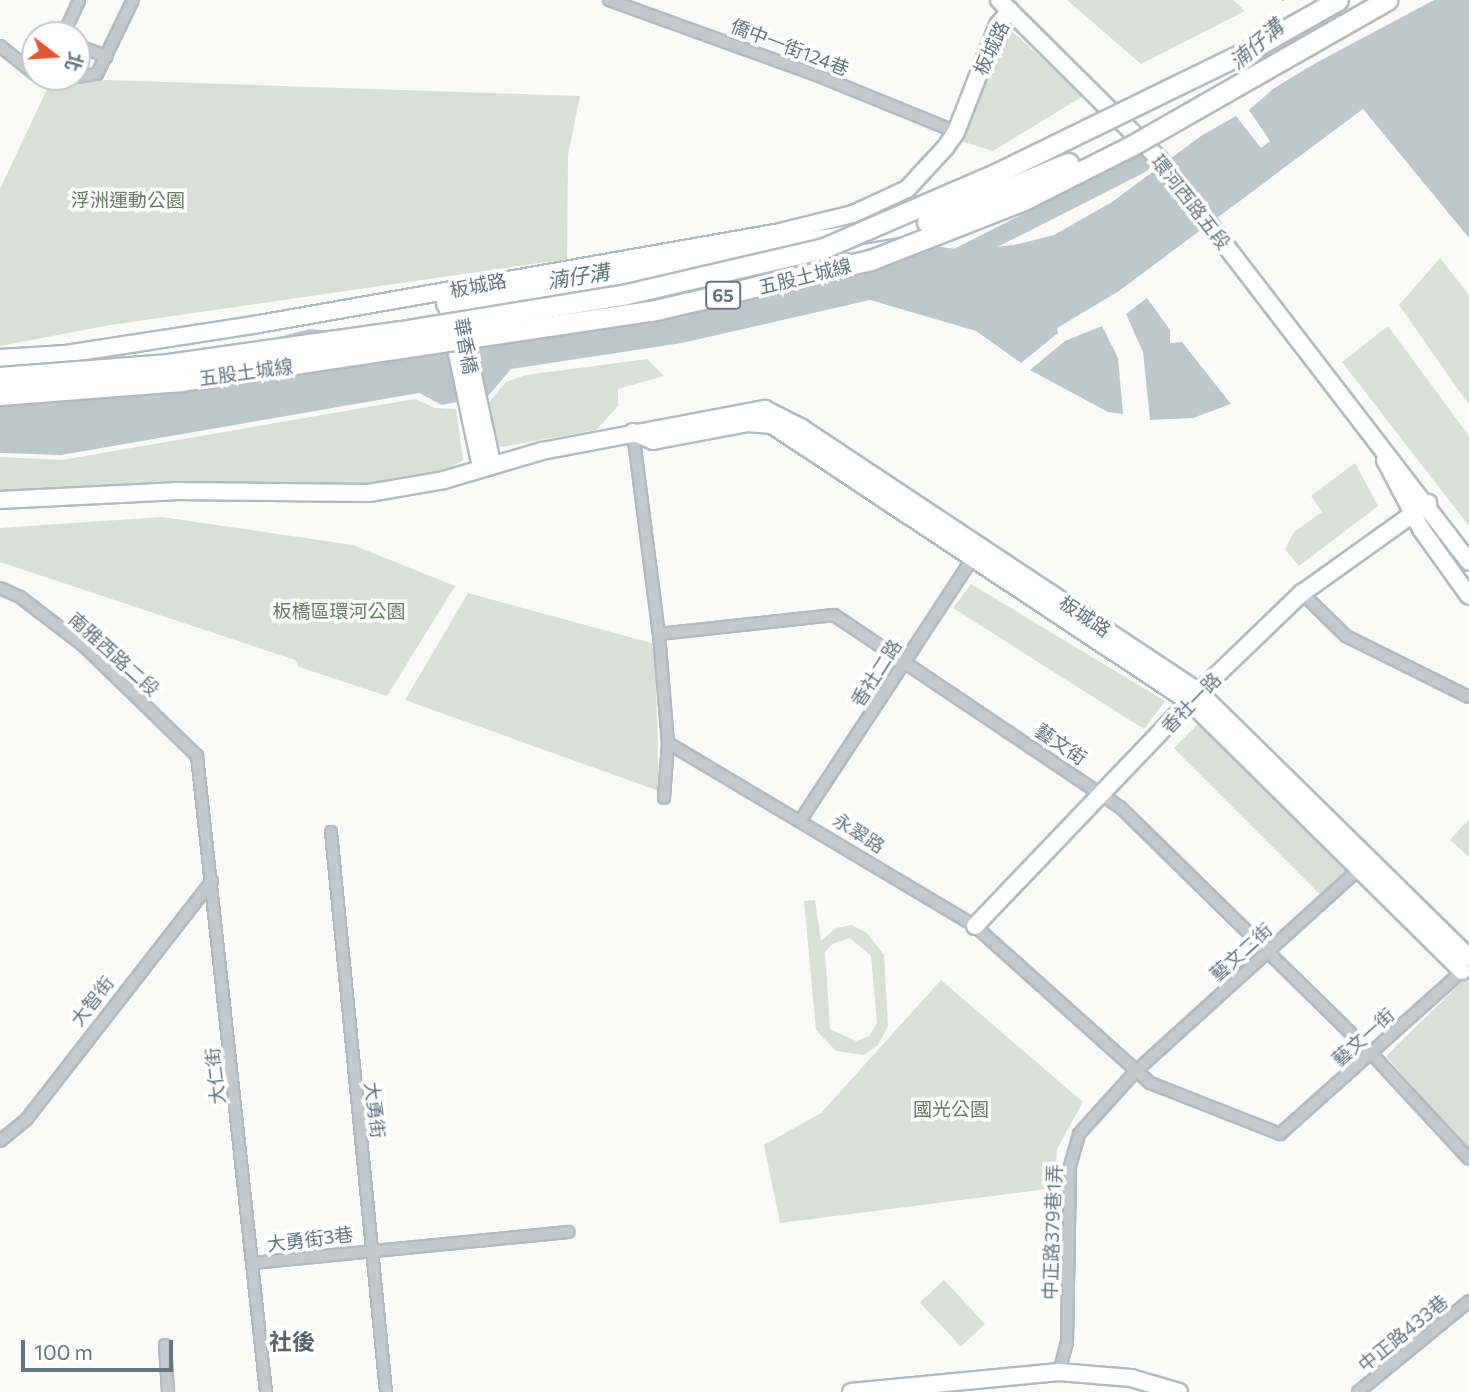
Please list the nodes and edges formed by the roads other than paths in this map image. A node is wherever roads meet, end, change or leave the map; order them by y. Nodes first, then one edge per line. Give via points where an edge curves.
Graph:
1 (79, 0) edge
2 (133, 0) edge
3 (609, 0) edge
4 (1338, 0) edge
5 (1387, 0) edge
6 (1004, 5) edge
7 (69, 21) edge
8 (0, 46) edge
9 (1255, 47) junction
10 (91, 51) edge
11 (107, 57) junction
12 (21, 63) edge
13 (1264, 69) junction
14 (91, 75) edge
15 (956, 132) junction
16 (930, 215) junction
17 (780, 232) junction
18 (451, 299) junction
19 (0, 358) edge
20 (0, 377) edge
21 (0, 395) edge
22 (1364, 421) junction
23 (633, 432) junction
24 (487, 465) junction
25 (0, 500) edge
26 (1428, 503) junction
27 (1412, 513) junction
28 (976, 552) junction
29 (1469, 562) edge
30 (0, 588) edge
31 (1302, 593) junction
32 (1469, 596) edge
33 (659, 634) junction
34 (905, 661) junction
35 (1195, 697) junction
36 (1469, 697) edge
37 (668, 743) junction
38 (197, 756) joint
39 (1103, 794) junction
40 (664, 798) dead end
41 (802, 818) junction
42 (331, 832) dead end
43 (1366, 863) junction
44 (212, 881) junction
45 (975, 926) junction
46 (1268, 950) junction
47 (1467, 964) edge
48 (1371, 1053) junction
49 (1135, 1072) junction
50 (1280, 1134) joint
51 (0, 1141) edge
52 (1469, 1159) edge
53 (568, 1232) dead end
54 (372, 1249) junction
55 (252, 1263) junction
56 (1469, 1301) edge
57 (165, 1345) dead end
58 (1059, 1372) junction
59 (948, 1387) edge
60 (168, 1392) edge
61 (266, 1392) edge
62 (386, 1392) edge
63 (851, 1392) edge
64 (1180, 1392) edge
65 (1358, 1392) edge

1 - 7 street
2 - 11 street
3 - 15 street, 僑中一街124巷
4 - 9 highway, 五股土城線 / 65, bridge
5 - 13 highway, 五股土城線 / 65, bridge
6 - 15 street, 板城路
6 - 22 street, 環河西路五段 via 1160,159
8 - 12 street
9 - 16 highway, bridge via 1165,103
9 - 20 highway, 五股土城線 / 65, bridge via 993,175 824,248 622,295 388,333 168,364
10 - 11 street
11 - 14 street via 97,74
13 - 16 highway, bridge via 1008,192
13 - 21 highway, 五股土城線 / 65, bridge via 1194,113 1024,200 871,260 610,318 181,381
15 - 17 street, 板城路 via 907,189 853,214
16 - 17 highway
16 - 18 highway
17 - 18 street, 板城路
18 - 19 street, 板城路 via 126,346
18 - 24 street, 華香橋, bridge via 470,404
22 - 26 street, 環河西路五段
22 - 27 street, 環河西路五段
23 - 24 street, 板城路
23 - 28 street, 板城路 via 765,409 802,428
23 - 33 street
24 - 25 street, 板城路 via 444,480 369,493 175,491
26 - 27 street, 香社一路
26 - 29 street, 環河西路五段
27 - 31 street, 香社一路
27 - 32 street, 環河西路五段
28 - 34 street, 香社二路
28 - 35 street, 板城路
30 - 38 street, 南雅西路二段 via 20,597 84,646
31 - 35 street, 香社一路
31 - 36 street via 1346,636
33 - 34 street, 藝文街 via 834,615
33 - 37 street
34 - 39 street, 藝文街
34 - 41 street, 香社二路
35 - 39 street, 香社一路
35 - 43 street, 板城路
37 - 40 street
37 - 41 street, 永翠路
38 - 44 street, 大仁街
39 - 45 street, 香社一路
39 - 46 street, 藝文街
41 - 45 street, 永翠路
42 - 54 street, 大勇街
43 - 46 street, 藝文二街
43 - 47 street, 板城路
44 - 51 street, 大智街 via 26,1120
44 - 55 street, 大仁街
45 - 49 street, 永翠路
46 - 48 street, 藝文街
46 - 49 street, 藝文二街
47 - 48 street, 藝文一街
48 - 50 street, 藝文一街
48 - 52 street, 藝文街
49 - 50 street, 永翠路 via 1150,1083
49 - 58 street, 中正路379巷1弄 via 1089,1119 1073,1148 1067,1342
53 - 54 street, 大勇街3巷
54 - 55 street, 大勇街3巷
54 - 62 street, 大勇街
55 - 61 street, 大仁街
56 - 65 street, 中正路433巷
57 - 60 street
58 - 59 street
58 - 64 street via 1131,1378
59 - 63 street

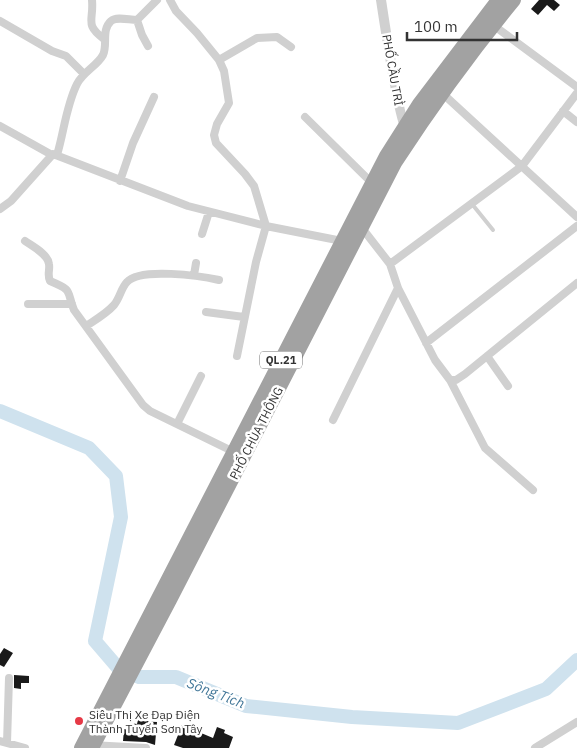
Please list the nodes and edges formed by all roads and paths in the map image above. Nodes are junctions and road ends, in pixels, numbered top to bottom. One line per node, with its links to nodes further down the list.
1 (92, 0): 10 (street)
2 (157, 0): 7 (street)
3 (170, 0): 13 (street)
4 (381, 0): 23 (street, PHỐ CẦU TRÌ)
5 (498, 0): 23 (highway, PHỐ CHÙA THÔNG / QL.21)
6 (514, 0): 9 (highway, PHỐ CHÙA THÔNG / QL.21)
7 (137, 20): 10 (street); 11 (street)
8 (0, 21): 14 (street)
9 (493, 24): 15 (street); 16 (highway, PHỐ CHÙA THÔNG / QL.21)
10 (104, 39): 14 (street)
11 (148, 46)
12 (291, 47): 13 (street)
13 (219, 60): 32 (street)
14 (84, 74): 24 (street)
15 (577, 88)
16 (442, 93): 23 (highway, PHỐ CHÙA THÔNG / QL.21); 25 (street)
17 (577, 93): 19 (street)
18 (154, 97): 26 (street)
19 (563, 111): 21 (street); 25 (street)
20 (305, 117): 27 (street)
21 (577, 122)
22 (0, 126): 24 (street)
23 (409, 132): 27 (highway, PHỐ CHÙA THÔNG / QL.21); 34 (highway, PHỐ CHÙA THÔNG / QL.21)
24 (54, 155): 26 (street); 29 (street)
25 (522, 166): 28 (street); 31 (street)
26 (120, 181): 30 (street)
27 (372, 182): 38 (highway, PHỐ CHÙA THÔNG / QL.21)
28 (472, 204): 35 (lane); 40 (street)
29 (0, 209)
30 (209, 212): 32 (street); 36 (street)
31 (577, 217)
32 (266, 226): 38 (street); 48 (street)
33 (577, 226): 50 (street)
34 (362, 228): 40 (street); 60 (highway, PHỐ CHÙA THÔNG / QL.21)
35 (493, 230)
36 (202, 234)
37 (25, 241): 46 (street)
38 (342, 241): 58 (highway, PHỐ CHÙA THÔNG / QL.21)
39 (196, 263): 41 (street)
40 (390, 264): 44 (street)
41 (194, 275): 42 (street); 49 (street)
42 (219, 280)
43 (577, 283): 52 (street)
44 (398, 288): 50 (street); 56 (street)
45 (28, 304): 46 (street)
46 (72, 304): 49 (street)
47 (206, 312): 48 (street)
48 (244, 317): 51 (street)
49 (86, 326): 57 (street)
50 (426, 343): 54 (street)
51 (237, 356)
52 (488, 356): 54 (street); 55 (street)
53 (200, 376): 57 (street)
54 (450, 380): 59 (street)
55 (508, 386)
56 (333, 420)
57 (177, 424): 58 (street)
58 (234, 452): 60 (highway, PHỐ CHÙA THÔNG / QL.21)
59 (533, 490)
60 (165, 597): 64 (highway, PHỐ CHÙA THÔNG / QL.21)
61 (9, 678): 63 (street)
62 (577, 722): 67 (street)
63 (3, 742): 65 (street)
64 (87, 746): 66 (street)
65 (25, 748)
66 (146, 748)
67 (535, 748)

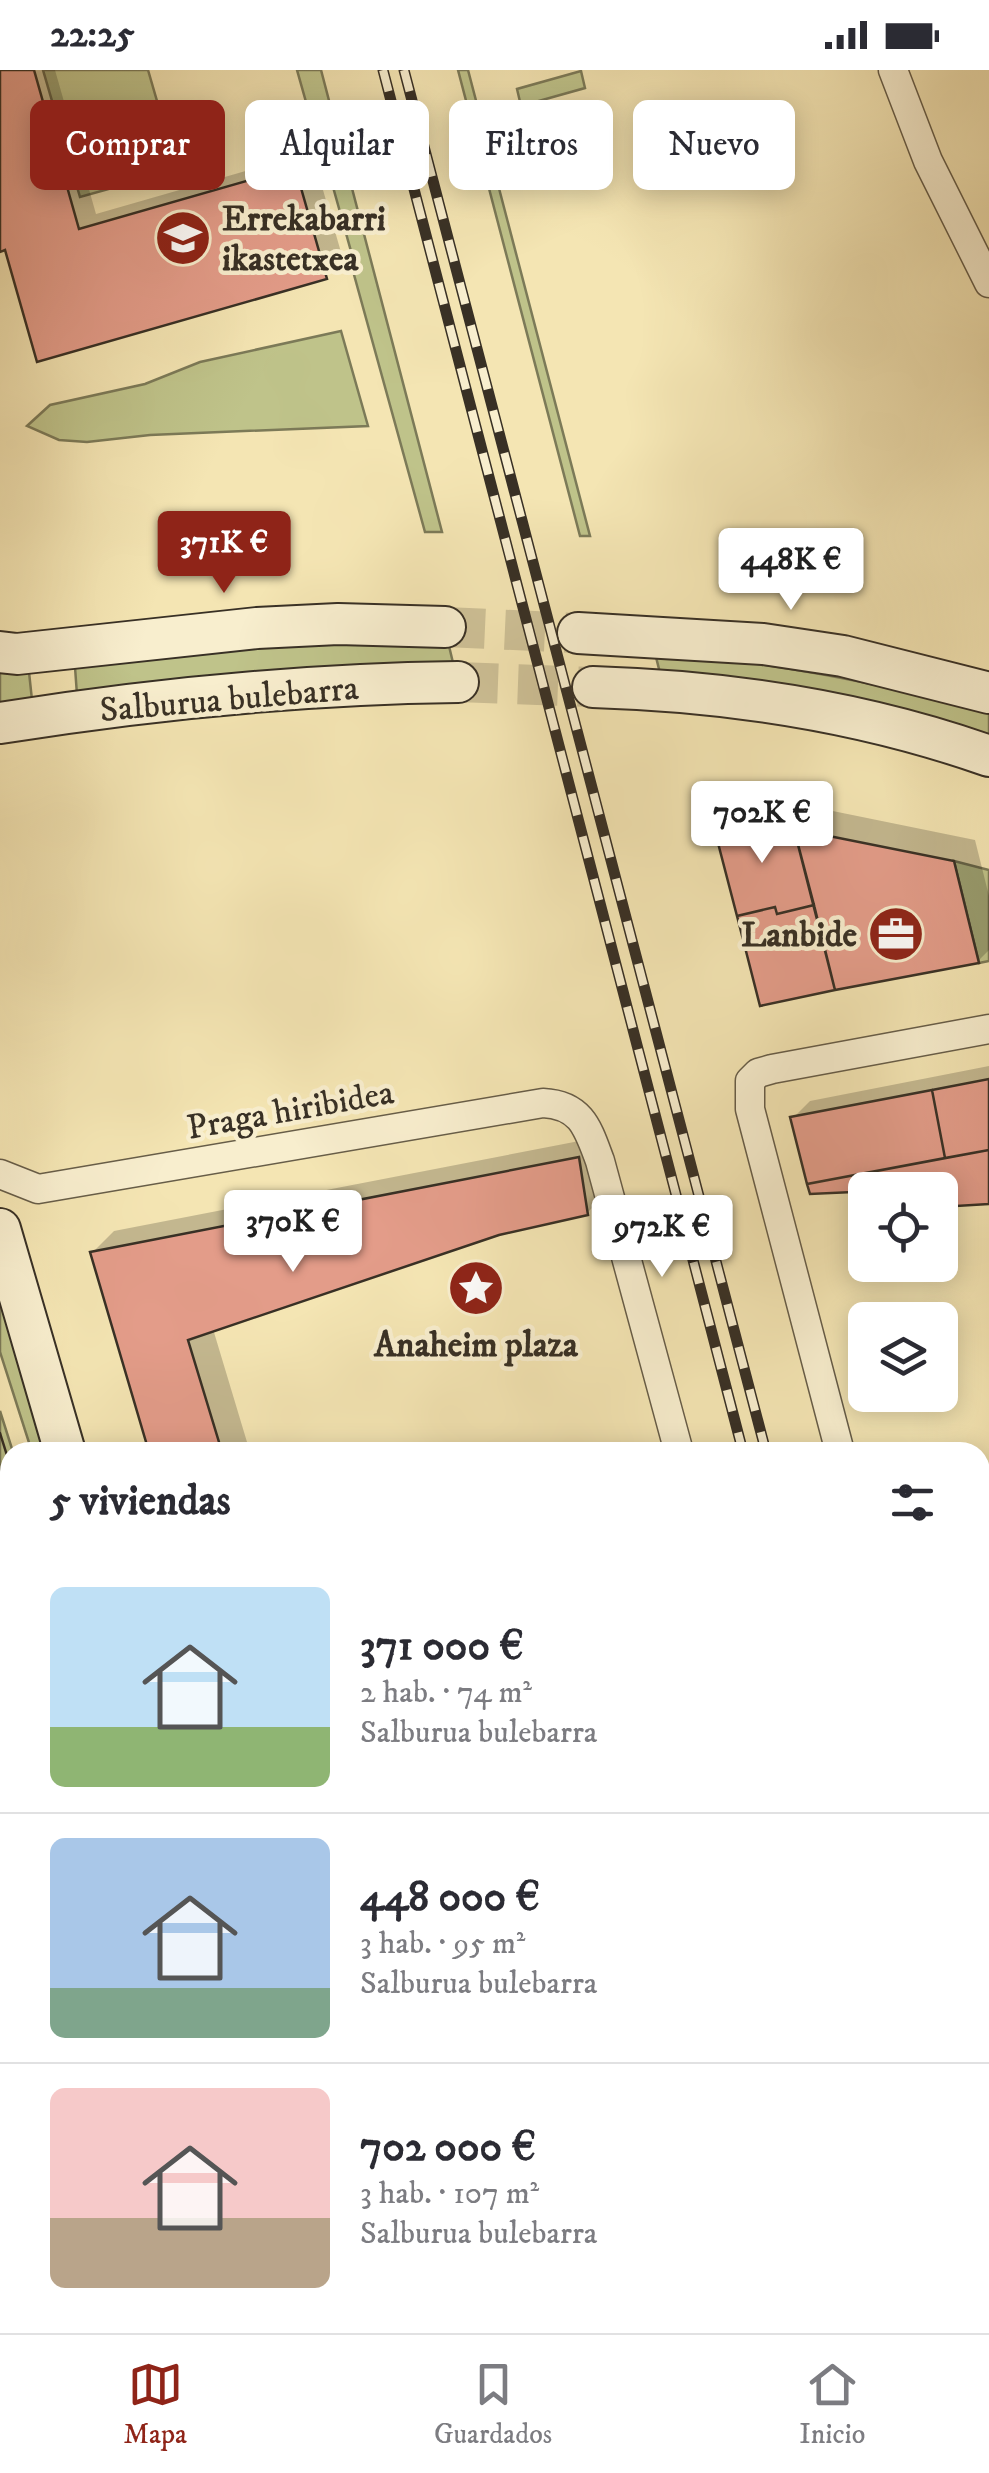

How to complete this task
Copy all lines from the material that contain "formed".

Solved exercise
Please list the nodes and edges formed by the roads other than paths in this map image. A node is wherever roads meet, end, change or leave the map; order them by y. Nodes first, then one edge per line. Give via points where an edge curves.
Please list the nodes and edges formed by all roads and paths in the map image above. Nodes are junctions and road ends, in pixels, numbered top to bottom. One line per node, with its links to nodes further down the list.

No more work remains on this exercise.